IDEA-Research / GroundingDINO

[ECCV 2024] Official implementation of the paper "Grounding DINO: Marrying DINO with Grounded Pre-Training for Open-Set Object Detection"
https://arxiv.org/abs/2303.05499
Apache License 2.0
6.75k stars 684 forks source link

Code to reproduce evaluation results on LVIS Minival #147

Closed rohit901 closed 6 months ago

rohit901 commented 1 year ago

Hello,

could you please give the code to reproduce the results on LVIS minival?

Thanks,

SlongLiu commented 1 year ago

Thanks for your message. I provide a code for zero-shot COCO evaluation, which can be referred to.

rohit901 commented 1 year ago

Thank you for updating with the code, I will try to refer to it and check it out. Will report back if I face any issues.

rohit901 commented 1 year ago

Hi @SlongLiu, I had one doubt after going through the evaluation code. Here you are not using any "BOX_THRESHOLD" or "TEXT_THRESHOLD" to filter out low scoring boxes, and only selecting the top 300 scoring boxes for evaluation purposes.

My question is, won't it lead to lot of noisy boxes with low scores if we do not filter boxes by thresholds? Visualizing or plotting this would lead to highly noisy boxes with lot of false positives.

Could you clarify?

SlongLiu commented 1 year ago

Hi @SlongLiu, I had one doubt after going through the evaluation code. Here you are not using any "BOX_THRESHOLD" or "TEXT_THRESHOLD" to filter out low scoring boxes, and only selecting the top 300 scoring boxes for evaluation purposes.

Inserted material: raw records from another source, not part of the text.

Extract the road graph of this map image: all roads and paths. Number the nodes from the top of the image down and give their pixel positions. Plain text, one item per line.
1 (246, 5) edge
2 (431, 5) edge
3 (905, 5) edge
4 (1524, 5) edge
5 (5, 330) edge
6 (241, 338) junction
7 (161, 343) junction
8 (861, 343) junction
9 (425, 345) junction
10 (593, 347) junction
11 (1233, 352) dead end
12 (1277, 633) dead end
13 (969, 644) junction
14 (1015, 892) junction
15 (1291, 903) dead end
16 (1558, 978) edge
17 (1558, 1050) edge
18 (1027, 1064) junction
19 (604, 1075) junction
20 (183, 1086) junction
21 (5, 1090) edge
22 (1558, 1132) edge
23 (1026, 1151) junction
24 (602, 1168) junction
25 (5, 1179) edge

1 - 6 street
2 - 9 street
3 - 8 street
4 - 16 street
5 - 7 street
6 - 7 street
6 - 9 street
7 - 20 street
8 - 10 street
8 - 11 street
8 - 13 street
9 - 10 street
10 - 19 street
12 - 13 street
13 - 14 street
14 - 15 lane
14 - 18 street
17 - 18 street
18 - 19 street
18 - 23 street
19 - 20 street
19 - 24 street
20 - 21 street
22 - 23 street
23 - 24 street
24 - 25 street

My question is, won't it lead to lot of noisy boxes with low scores if we do not filter boxes by thresholds? Visualizing or plotting this would lead to highly noisy boxes with lot of false positives.

Could you clarify?

Thanks for your questions.

The evaluator assigns positive and negative samples for evaluation based on the order of scores. Hence more predictions with low scores won't harm the final performance. Refer to the definition of mAP in COCO for more details.

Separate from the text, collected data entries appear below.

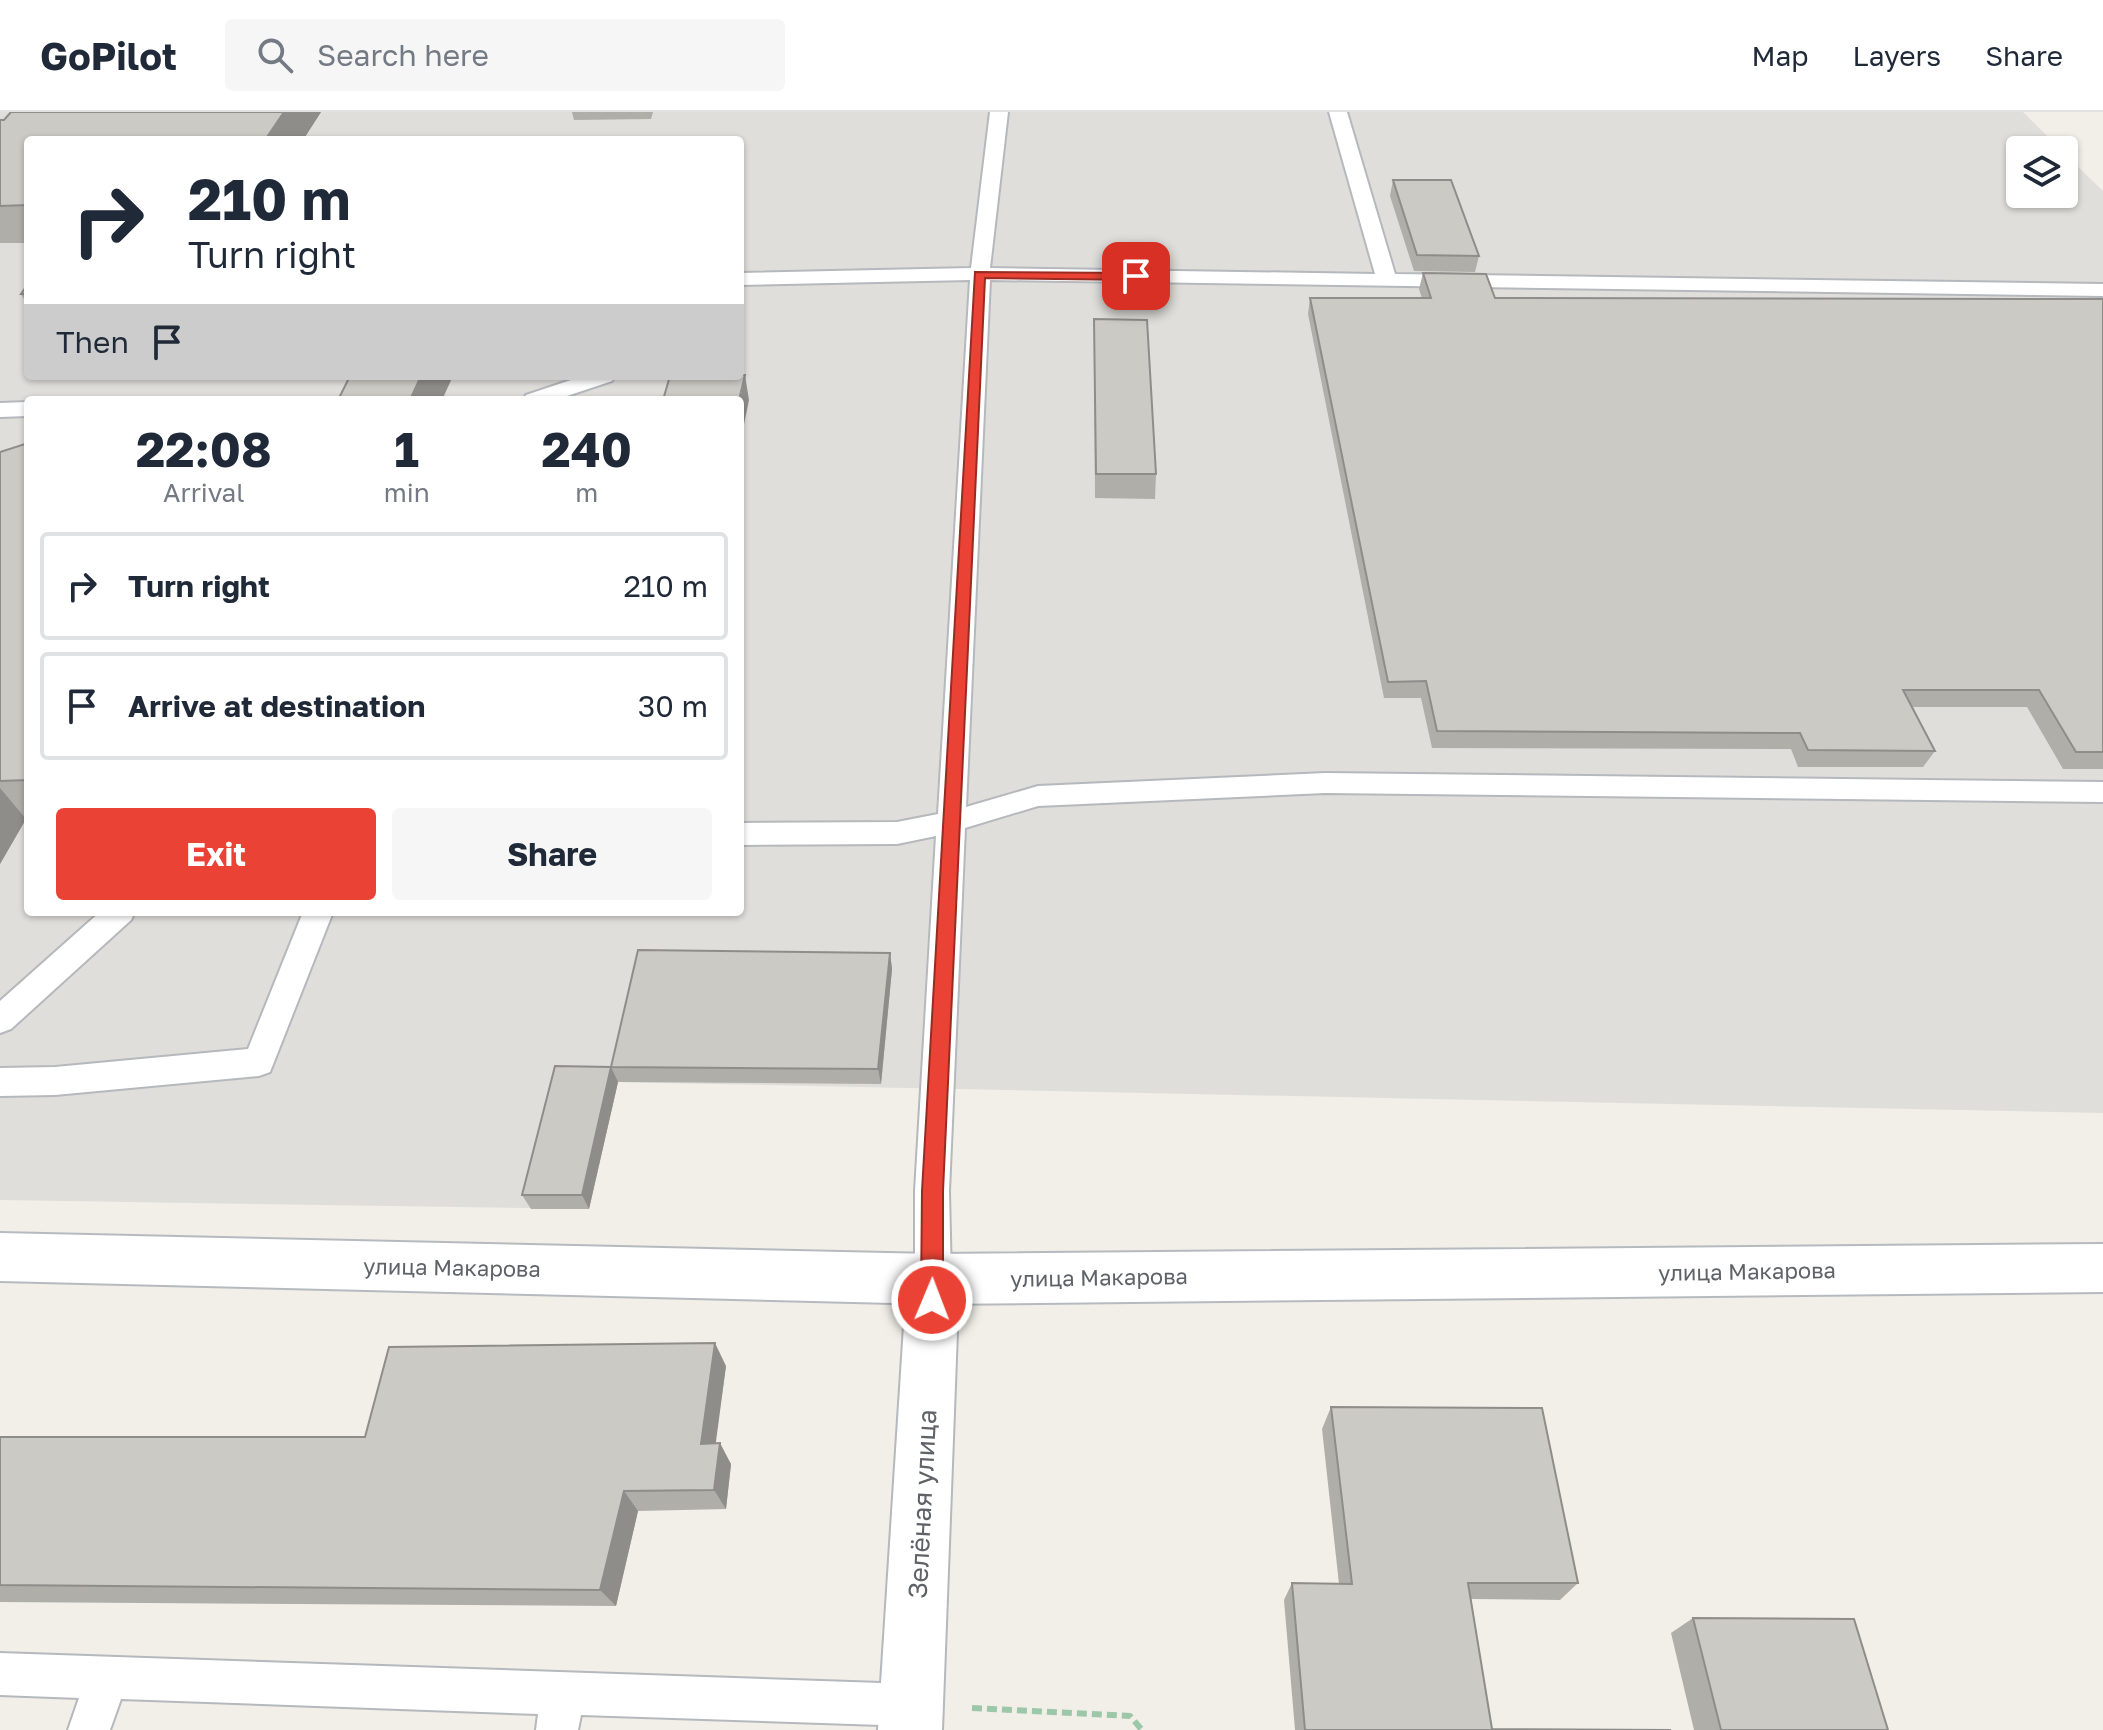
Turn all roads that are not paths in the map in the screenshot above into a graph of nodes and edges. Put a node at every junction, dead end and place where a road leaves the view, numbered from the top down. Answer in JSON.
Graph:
{"nodes":[{"id":1,"x":999,"y":112,"type":"edge"},
{"id":2,"x":1338,"y":112,"type":"edge"},
{"id":3,"x":980,"y":274,"type":"junction"},
{"id":4,"x":744,"y":279,"type":"edge"},
{"id":5,"x":1387,"y":280,"type":"junction"},
{"id":6,"x":2103,"y":290,"type":"edge"},
{"id":7,"x":592,"y":380,"type":"edge"},
{"id":8,"x":546,"y":396,"type":"edge"},
{"id":9,"x":24,"y":409,"type":"edge"},
{"id":10,"x":0,"y":410,"type":"edge"},
{"id":11,"x":2103,"y":792,"type":"edge"},
{"id":12,"x":951,"y":822,"type":"junction"},
{"id":13,"x":744,"y":834,"type":"edge"},
{"id":14,"x":116,"y":916,"type":"edge"},
{"id":15,"x":316,"y":916,"type":"edge"},
{"id":16,"x":0,"y":1020,"type":"edge"},
{"id":17,"x":0,"y":1082,"type":"edge"},
{"id":18,"x":0,"y":1257,"type":"edge"},
{"id":19,"x":2103,"y":1268,"type":"edge"},
{"id":20,"x":933,"y":1279,"type":"junction"},
{"id":21,"x":0,"y":1674,"type":"edge"},
{"id":22,"x":107,"y":1678,"type":"junction"},
{"id":23,"x":560,"y":1712,"type":"edge"},
{"id":24,"x":910,"y":1718,"type":"edge"},
{"id":25,"x":89,"y":1730,"type":"edge"}],
"edges":[{"from":1,"to":3,"type":"lane"},
{"from":2,"to":5,"type":"lane"},
{"from":3,"to":4,"type":"lane"},
{"from":3,"to":5,"type":"lane"},
{"from":3,"to":12,"type":"lane"},
{"from":5,"to":6,"type":"lane"},
{"from":7,"to":8,"type":"lane"},
{"from":9,"to":10,"type":"lane"},
{"from":11,"to":12,"type":"lane"},
{"from":12,"to":13,"type":"lane"},
{"from":12,"to":20,"type":"lane"},
{"from":14,"to":16,"type":"lane"},
{"from":15,"to":17,"type":"lane"},
{"from":18,"to":20,"type":"street","name":"улица Макарова"},
{"from":19,"to":20,"type":"street","name":"улица Макарова"},
{"from":20,"to":24,"type":"street","name":"Зелёная улица"},
{"from":21,"to":22,"type":"lane"},
{"from":22,"to":23,"type":"lane"},
{"from":22,"to":25,"type":"lane"},
{"from":23,"to":24,"type":"lane"}]}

We set the "BOX_THRESHOLD" or "TEXT_THRESHOLD" for applications only, as we cannot handle 300 boxes in usage.

rohit901 commented 1 year ago

Thank you so much @SlongLiu for your response and for the explanation. I thought we should evaluate the results with filtering of noisy or low quality boxes first by thresholds and NMS.

So I'm splitting the 1203 LVIS classes into subset of 81 classes at a time and passing as the text prompt and then finally trying to concatenate all the results from the different subsets.. I hope there are no bugs/errors in my code [using Detectron2 library for the evaluation on LVIS].. I'm getting AP of 20.272, which is much better than my previous results of ~1 AP with high BOX/Text thresholds and NMS.. what do you think would be the reason for slight difference in performance from the results in the paper? Do you feel there could be a bug/error in my code or is it because of the way I split the classes?

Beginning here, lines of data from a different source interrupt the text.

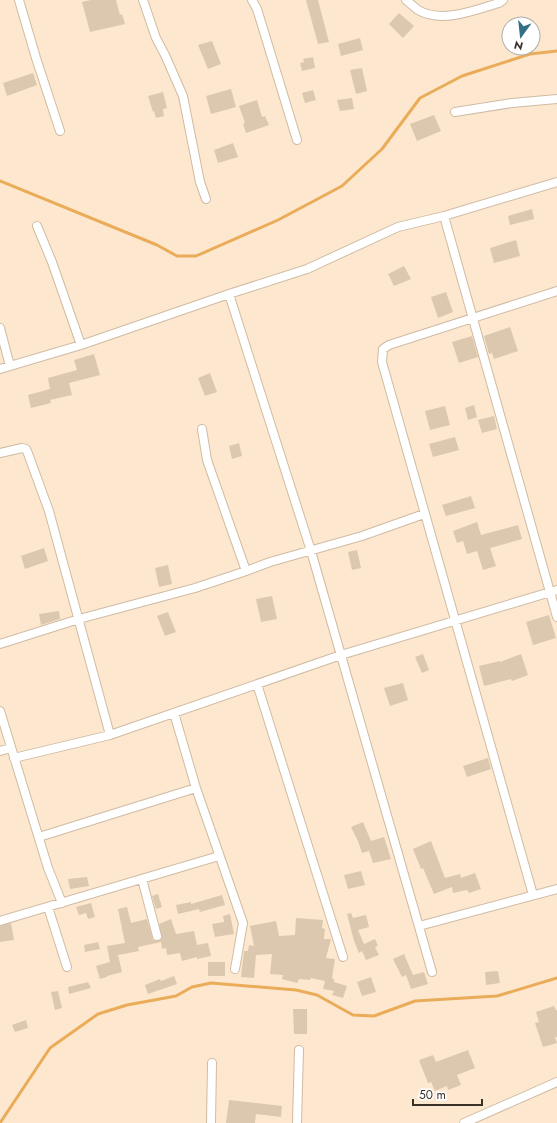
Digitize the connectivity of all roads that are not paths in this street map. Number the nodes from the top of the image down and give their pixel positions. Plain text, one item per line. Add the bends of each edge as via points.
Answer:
1 (19, 0) edge
2 (143, 0) edge
3 (252, 0) edge
4 (406, 0) edge
5 (503, 0) edge
6 (557, 99) edge
7 (455, 112) dead end
8 (60, 131) dead end
9 (298, 140) dead end
10 (557, 182) edge
11 (206, 199) dead end
12 (444, 216) junction
13 (37, 226) dead end
14 (557, 291) edge
15 (229, 294) junction
16 (472, 317) junction
17 (0, 328) edge
18 (80, 345) junction
19 (10, 366) junction
20 (0, 369) edge
21 (202, 429) dead end
22 (0, 453) edge
23 (424, 514) junction
24 (311, 551) junction
25 (246, 571) junction
26 (553, 591) edge
27 (557, 617) edge
28 (79, 618) junction
29 (455, 621) junction
30 (0, 644) edge
31 (341, 655) junction
32 (257, 684) junction
33 (0, 711) edge
34 (174, 713) junction
35 (110, 735) junction
36 (11, 748) junction
37 (0, 752) edge
38 (14, 758) junction
39 (196, 788) junction
40 (39, 837) junction
41 (219, 856) junction
42 (142, 879) junction
43 (557, 889) edge
44 (533, 895) junction
45 (62, 903) junction
46 (48, 907) junction
47 (0, 921) edge
48 (419, 926) junction
49 (156, 936) dead end
50 (343, 957) dead end
51 (67, 967) dead end
52 (235, 969) dead end
53 (432, 972) dead end
54 (299, 1050) dead end
55 (212, 1063) dead end
56 (557, 1082) edge
57 (211, 1123) edge
58 (297, 1123) edge
59 (464, 1123) edge

1 - 8 street
2 - 11 street via 156,38 183,96 200,182
3 - 9 street
4 - 5 street via 418,10 435,16 468,12
6 - 7 street
10 - 12 street
12 - 15 street via 398,228 307,269
12 - 16 street
13 - 18 street
14 - 16 street
15 - 18 street
15 - 24 street
16 - 23 street via 389,344 383,349 382,362
16 - 26 street
17 - 19 street
18 - 19 street
19 - 20 street
21 - 25 street via 208,460
22 - 28 street via 22,448 27,451 49,511
23 - 24 street
23 - 29 street
24 - 25 street
24 - 31 street
25 - 28 street via 196,588
26 - 27 street
26 - 29 street
28 - 30 street
28 - 35 street
29 - 31 street
29 - 44 street
31 - 32 street
31 - 48 street
32 - 34 street
32 - 50 street
33 - 36 street
34 - 35 street
34 - 39 street
35 - 38 street
36 - 37 street
36 - 38 street
38 - 40 street
39 - 40 street
39 - 41 street
40 - 45 street
41 - 42 street
41 - 52 street via 243,923
42 - 45 street
42 - 49 street
43 - 44 street
44 - 48 street
45 - 46 street
46 - 47 street
46 - 51 street
48 - 53 street
54 - 58 street
55 - 57 street
56 - 59 street

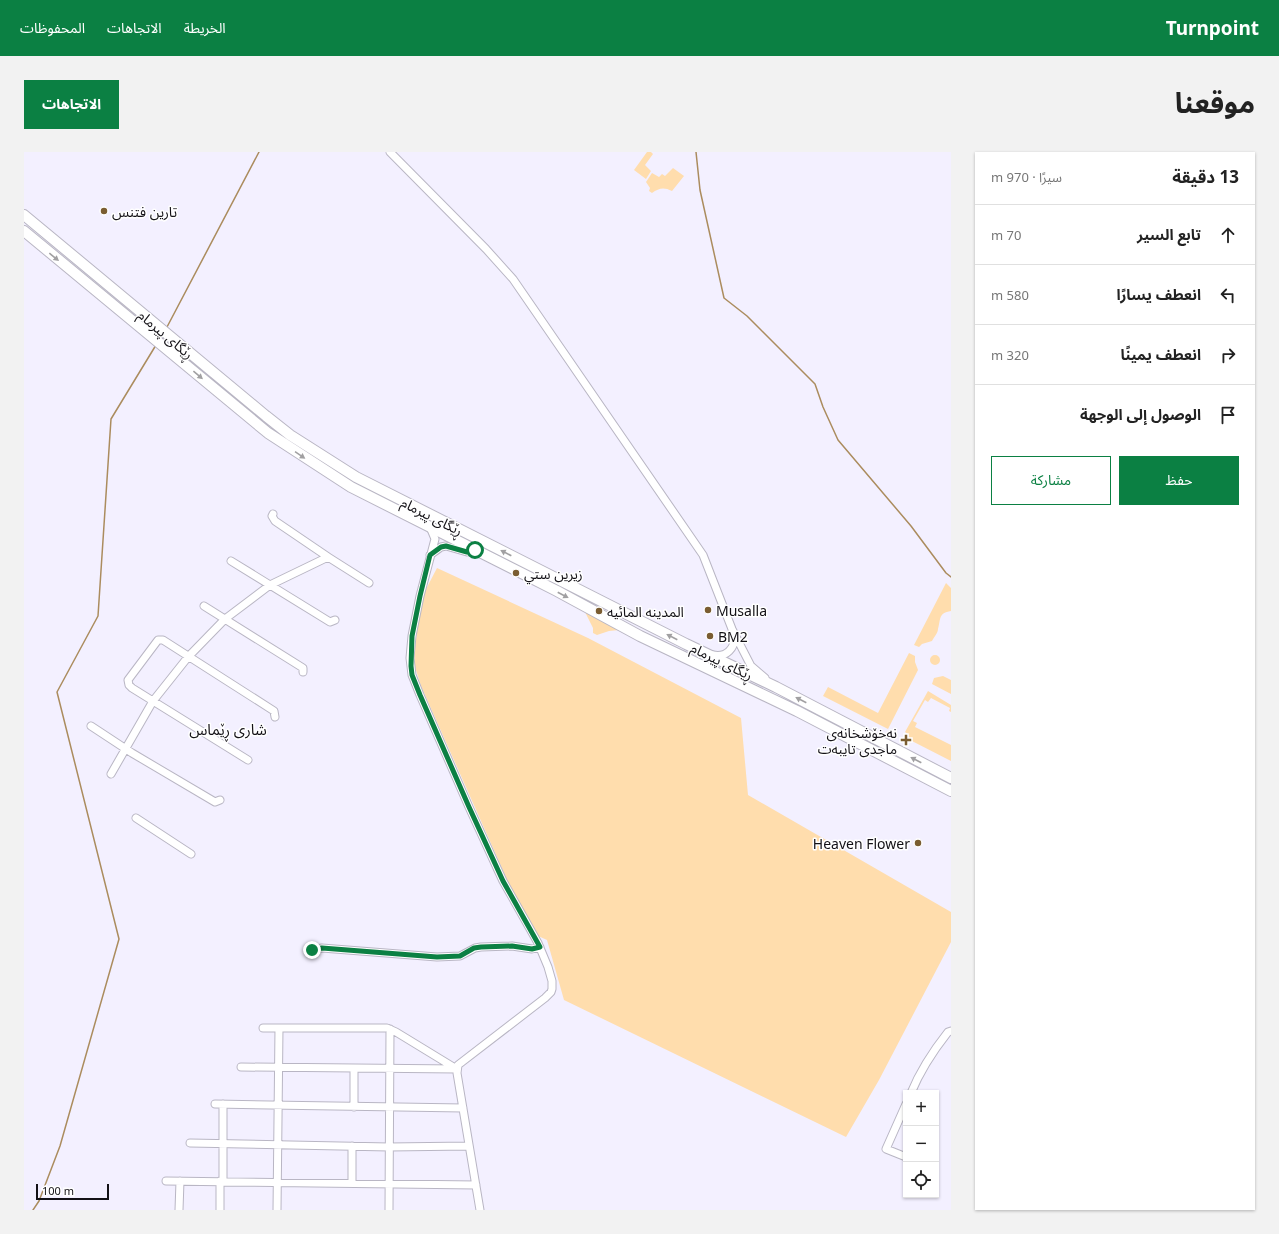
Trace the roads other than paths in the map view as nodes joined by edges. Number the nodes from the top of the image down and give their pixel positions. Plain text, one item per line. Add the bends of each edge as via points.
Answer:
1 (390, 152) edge
2 (24, 215) edge
3 (24, 232) edge
4 (273, 514) dead end
5 (430, 527) junction
6 (475, 550) junction
7 (430, 555) junction
8 (328, 557) junction
9 (231, 560) dead end
10 (369, 583) dead end
11 (270, 585) junction
12 (204, 606) dead end
13 (618, 610) junction
14 (225, 619) junction
15 (335, 620) dead end
16 (616, 623) junction
17 (732, 629) junction
18 (706, 654) junction
19 (188, 657) junction
20 (303, 672) dead end
21 (776, 687) junction
22 (153, 701) junction
23 (275, 717) dead end
24 (91, 726) dead end
25 (861, 731) junction
26 (856, 741) junction
27 (125, 748) junction
28 (248, 760) dead end
29 (110, 774) dead end
30 (951, 778) edge
31 (951, 791) edge
32 (220, 800) dead end
33 (136, 818) dead end
34 (191, 854) dead end
35 (540, 947) junction
36 (312, 950) dead end
37 (263, 1028) dead end
38 (279, 1028) junction
39 (390, 1029) junction
40 (951, 1031) edge
41 (241, 1067) dead end
42 (278, 1068) junction
43 (354, 1068) junction
44 (390, 1068) junction
45 (457, 1069) junction
46 (912, 1090) edge
47 (278, 1106) junction
48 (354, 1107) junction
49 (390, 1107) junction
50 (463, 1108) junction
51 (903, 1111) edge
52 (190, 1143) dead end
53 (223, 1143) junction
54 (278, 1144) junction
55 (352, 1146) junction
56 (469, 1146) junction
57 (389, 1147) junction
58 (903, 1156) edge
59 (166, 1181) dead end
60 (180, 1181) junction
61 (222, 1181) junction
62 (277, 1182) junction
63 (352, 1183) junction
64 (389, 1184) junction
65 (476, 1184) junction
66 (180, 1210) edge
67 (220, 1210) edge
68 (277, 1210) edge
69 (389, 1210) edge
70 (480, 1210) edge

1 - 17 street via 513,279 703,555
13 -> 2 highway, ڕێگای پیرمام via 356,476 290,434 193,357
3 -> 5 highway, ڕێگای پیرمام via 268,433 351,487
4 - 8 street via 275,521
5 - 6 highway, ڕێگای پیرمام
5 - 7 street via 435,539
6 - 7 street via 467,552 446,546
6 -> 16 highway, ڕێگای پیرمام
7 - 35 street via 412,636 412,675 503,881
8 - 10 street
8 - 11 street
9 - 11 street
11 - 14 street
11 - 15 street via 330,622
12 - 14 street
13 - 16 highway
18 -> 13 highway, ڕێگای پیرمام
14 - 19 street
14 - 20 street via 303,668
16 - 26 highway, ڕێگای پیرمام
17 - 18 street via 734,643 727,653 716,656
17 - 21 street via 751,666
18 - 21 highway, ڕێگای پیرمام
19 - 22 street
19 - 22 street via 163,640 158,640 128,680 129,685
19 - 23 street via 274,711
25 -> 21 highway, ڕێگای پیرمام
22 - 27 street
22 - 28 street
24 - 27 street
25 - 26 highway
30 -> 25 highway, ڕێگای پیرمام
26 - 31 highway, ڕێگای پیرمام
27 - 29 street
27 - 32 street via 216,802
33 - 34 street
35 - 36 street via 481,947 461,956 449,957 322,948
35 - 45 street via 552,977 551,992 460,1063
37 - 38 street
38 - 39 street
38 - 42 street
39 - 44 street
39 - 45 street
40 - 46 street via 931,1055
41 - 42 street
42 - 43 street
42 - 47 street
43 - 44 street
43 - 48 street
44 - 45 street
44 - 49 street
45 - 50 street
47 - 48 street
47 - 53 street via 219,1104
47 - 54 street
48 - 49 street
49 - 50 street
49 - 57 street
50 - 56 street
51 - 58 street via 886,1149
52 - 53 street
53 - 54 street
53 - 61 street
54 - 55 street
54 - 62 street
55 - 57 street
55 - 63 street
56 - 57 street
56 - 65 street
57 - 64 street
59 - 60 street
60 - 61 street
60 - 66 street
61 - 62 street
61 - 67 street
62 - 63 street
62 - 68 street
63 - 64 street
64 - 65 street
64 - 69 street
65 - 70 street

Also, for more details regarding this evaluation procedure, should I read the MS-COCO research paper? could you please give me the reference/link which I can read to understand?

Thanks,

Mukil07 commented 6 months ago

@rohit901 Were you able to evaluate on LVIS dataset ?

rohit901 commented 6 months ago

@Mukil07 Yes, please check my recent project on GitHub and please star the repo as well. https://github.com/rohit901/cooperative-foundational-models

hnanacc commented 3 months ago

Thank you so much @SlongLiu for your response and for the explanation. I thought we should evaluate the results with filtering of noisy or low quality boxes first by thresholds and NMS.

So I'm splitting the 1203 LVIS classes into subset of 81 classes at a time and passing as the text prompt and then finally trying to concatenate all the results from the different subsets.. I hope there are no bugs/errors in my code [using Detectron2 library for the evaluation on LVIS].. I'm getting AP of 20.272, which is much better than my previous results of ~1 AP with high BOX/Text thresholds and NMS.. what do you think would be the reason for slight difference in performance from the results in the paper? Do you feel there could be a bug/error in my code or is it because of the way I split the classes?

Also, for more details regarding this evaluation procedure, should I read the MS-COCO research paper? could you please give me the reference/link which I can read to understand?

Thanks,

@rohit901 I have noticed that the size of chunk (no. of classnames in one pass) affects the results. The larger the chunk size, the better is the result. I guess this has something to do with text-to-image cross attention and query selection. @SlongLiu can you please confirm this?